If a picture really is worth a thousand words, then I don’t need to say too much today.
Maybe it’s my eyes, but taking the shade into account, I don’t think the grass really is greener on the other side of the fence. But obviously this cow in Bayeux, France, thought that it was, sticking her head through the barbed wire to get at it.

Perhaps the shade gives an illusion, but the grass really isn’t greener on the other side of this fence.
Which got me to thinking about human nature. We always seem to want what we do not have, no matter how good our present situation. There was a field of grass for the cow to eat; it all looked pretty good to me. Some of it, outside of this picture, was also in the shade. I would think that for the cow, sticking her head through a barbed wire fence carried with it a certain amount of risk, some possible pain – and for no real reward. Dare I say it was a stupid thing to do?

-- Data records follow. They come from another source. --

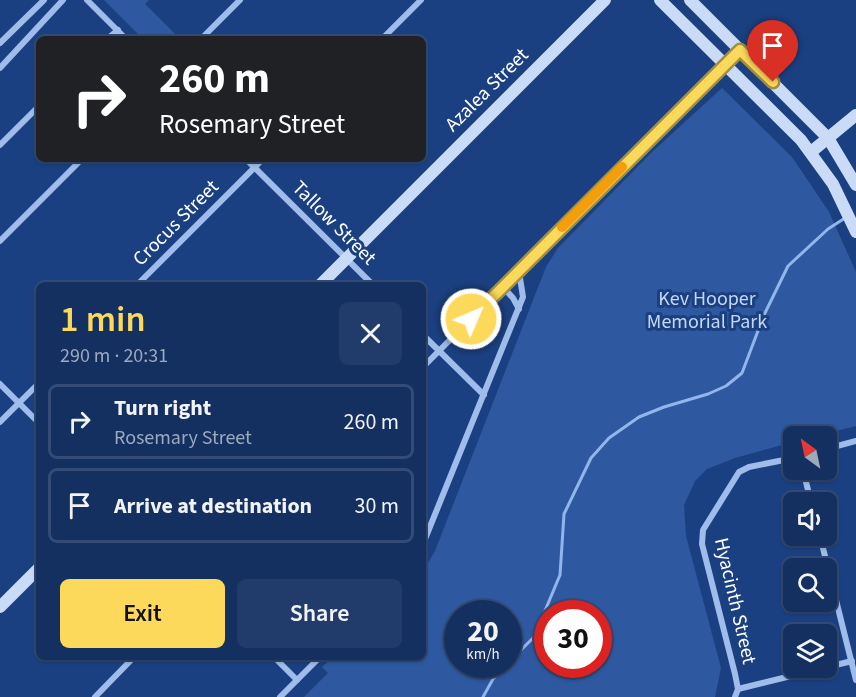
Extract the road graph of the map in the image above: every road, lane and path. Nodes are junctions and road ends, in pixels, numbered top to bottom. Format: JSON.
{"nodes":[{"id":1,"x":63,"y":0,"type":"edge"},
{"id":2,"x":87,"y":0,"type":"edge"},
{"id":3,"x":240,"y":0,"type":"edge"},
{"id":4,"x":421,"y":0,"type":"edge"},
{"id":5,"x":605,"y":0,"type":"edge"},
{"id":6,"x":660,"y":0,"type":"edge"},
{"id":7,"x":690,"y":0,"type":"edge"},
{"id":8,"x":39,"y":1,"type":"edge"},
{"id":9,"x":118,"y":30,"type":"junction"},
{"id":10,"x":111,"y":36,"type":"edge"},
{"id":11,"x":123,"y":36,"type":"edge"},
{"id":12,"x":204,"y":36,"type":"edge"},
{"id":13,"x":385,"y":36,"type":"edge"},
{"id":14,"x":0,"y":43,"type":"edge"},
{"id":15,"x":740,"y":50,"type":"junction"},
{"id":16,"x":725,"y":64,"type":"junction"},
{"id":17,"x":0,"y":68,"type":"edge"},
{"id":18,"x":36,"y":109,"type":"edge"},
{"id":19,"x":856,"y":115,"type":"edge"},
{"id":20,"x":828,"y":138,"type":"junction"},
{"id":21,"x":0,"y":145,"type":"edge"},
{"id":22,"x":811,"y":152,"type":"junction"},
{"id":23,"x":79,"y":162,"type":"edge"},
{"id":24,"x":249,"y":162,"type":"edge"},
{"id":25,"x":260,"y":162,"type":"edge"},
{"id":26,"x":255,"y":167,"type":"junction"},
{"id":27,"x":856,"y":185,"type":"edge"},
{"id":28,"x":856,"y":232,"type":"edge"},
{"id":29,"x":0,"y":241,"type":"edge"},
{"id":30,"x":346,"y":258,"type":"junction"},
{"id":31,"x":517,"y":273,"type":"junction"},
{"id":32,"x":140,"y":282,"type":"edge"},
{"id":33,"x":323,"y":282,"type":"edge"},
{"id":34,"x":370,"y":282,"type":"edge"},
{"id":35,"x":502,"y":287,"type":"junction"},
{"id":36,"x":519,"y":309,"type":"junction"},
{"id":37,"x":426,"y":338,"type":"edge"},
{"id":38,"x":439,"y":351,"type":"junction"},
{"id":39,"x":426,"y":364,"type":"edge"},
{"id":40,"x":0,"y":384,"type":"edge"},
{"id":41,"x":36,"y":386,"type":"edge"},
{"id":42,"x":484,"y":395,"type":"junction"},
{"id":43,"x":19,"y":403,"type":"junction"},
{"id":44,"x":36,"y":420,"type":"edge"},
{"id":45,"x":0,"y":422,"type":"edge"},
{"id":46,"x":856,"y":441,"type":"edge"},
{"id":47,"x":837,"y":446,"type":"edge"},
{"id":48,"x":783,"y":460,"type":"edge"},
{"id":49,"x":426,"y":537,"type":"edge"},
{"id":50,"x":823,"y":546,"type":"edge"},
{"id":51,"x":36,"y":571,"type":"edge"},
{"id":52,"x":0,"y":607,"type":"edge"},
{"id":53,"x":131,"y":660,"type":"edge"},
{"id":54,"x":277,"y":660,"type":"edge"},
{"id":55,"x":317,"y":660,"type":"edge"},
{"id":56,"x":852,"y":662,"type":"junction"},
{"id":57,"x":297,"y":680,"type":"junction"},
{"id":58,"x":856,"y":680,"type":"edge"},
{"id":59,"x":738,"y":689,"type":"junction"},
{"id":60,"x":95,"y":697,"type":"edge"},
{"id":61,"x":280,"y":697,"type":"edge"},
{"id":62,"x":735,"y":697,"type":"edge"}],
"edges":[{"from":1,"to":17,"type":"street"},
{"from":2,"to":9,"type":"street"},
{"from":3,"to":12,"type":"street"},
{"from":4,"to":13,"type":"street"},
{"from":5,"to":30,"type":"main road","name":"Azalea Street"},
{"from":6,"to":16,"type":"main road"},
{"from":7,"to":15,"type":"main road"},
{"from":8,"to":14,"type":"street"},
{"from":9,"to":10,"type":"street"},
{"from":9,"to":11,"type":"street"},
{"from":15,"to":16,"type":"street"},
{"from":15,"to":20,"type":"main road"},
{"from":16,"to":22,"type":"main road"},
{"from":16,"to":31,"type":"street"},
{"from":18,"to":21,"type":"street"},
{"from":19,"to":20,"type":"main road"},
{"from":20,"to":22,"type":"main road"},
{"from":20,"to":27,"type":"main road"},
{"from":22,"to":28,"type":"main road"},
{"from":23,"to":29,"type":"street"},
{"from":24,"to":26,"type":"street","name":"Tallow Street"},
{"from":25,"to":26,"type":"street","name":"Crocus Street"},
{"from":26,"to":30,"type":"street","name":"Tallow Street"},
{"from":26,"to":32,"type":"street","name":"Crocus Street"},
{"from":30,"to":33,"type":"main road","name":"Azalea Street"},
{"from":30,"to":34,"type":"street","name":"Tallow Street"},
{"from":31,"to":35,"type":"street"},
{"from":31,"to":36,"type":"street"},
{"from":35,"to":36,"type":"street"},
{"from":35,"to":38,"type":"street"},
{"from":36,"to":42,"type":"street"},
{"from":37,"to":38,"type":"street"},
{"from":38,"to":39,"type":"street"},
{"from":38,"to":42,"type":"street"},
{"from":40,"to":43,"type":"street"},
{"from":41,"to":43,"type":"street"},
{"from":42,"to":49,"type":"street"},
{"from":43,"to":44,"type":"street"},
{"from":43,"to":45,"type":"street"},
{"from":46,"to":47,"type":"street"},
{"from":48,"to":59,"type":"street","name":"Hyacinth Street"},
{"from":50,"to":56,"type":"street"},
{"from":51,"to":52,"type":"main road"},
{"from":53,"to":60,"type":"street"},
{"from":54,"to":57,"type":"street"},
{"from":55,"to":57,"type":"street"},
{"from":56,"to":58,"type":"street"},
{"from":56,"to":59,"type":"street"},
{"from":57,"to":61,"type":"street"},
{"from":59,"to":62,"type":"street","name":"Hyacinth Street"}]}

I laughed at the cow because it was a funny sight. I don’t laugh when I see people doing the same thing. I do hope most of us are smarter than that cow. Especially you.
Robert Cialdini’s “The Psychology of Persuasion” commented that we were hard-wired to want something more. An experiment was used to illustrate. A toddler, two cookies, and a large plastic partition were used. A cookie was on each side. The toddler was on one side. The toddler had access to one cookie, but knew it had access to that cookie, and spent a great deal of energy trying to get the other cookie. We want what is on the other side.
An alternative hypothesis is that, given the picture, that French cow are nuts.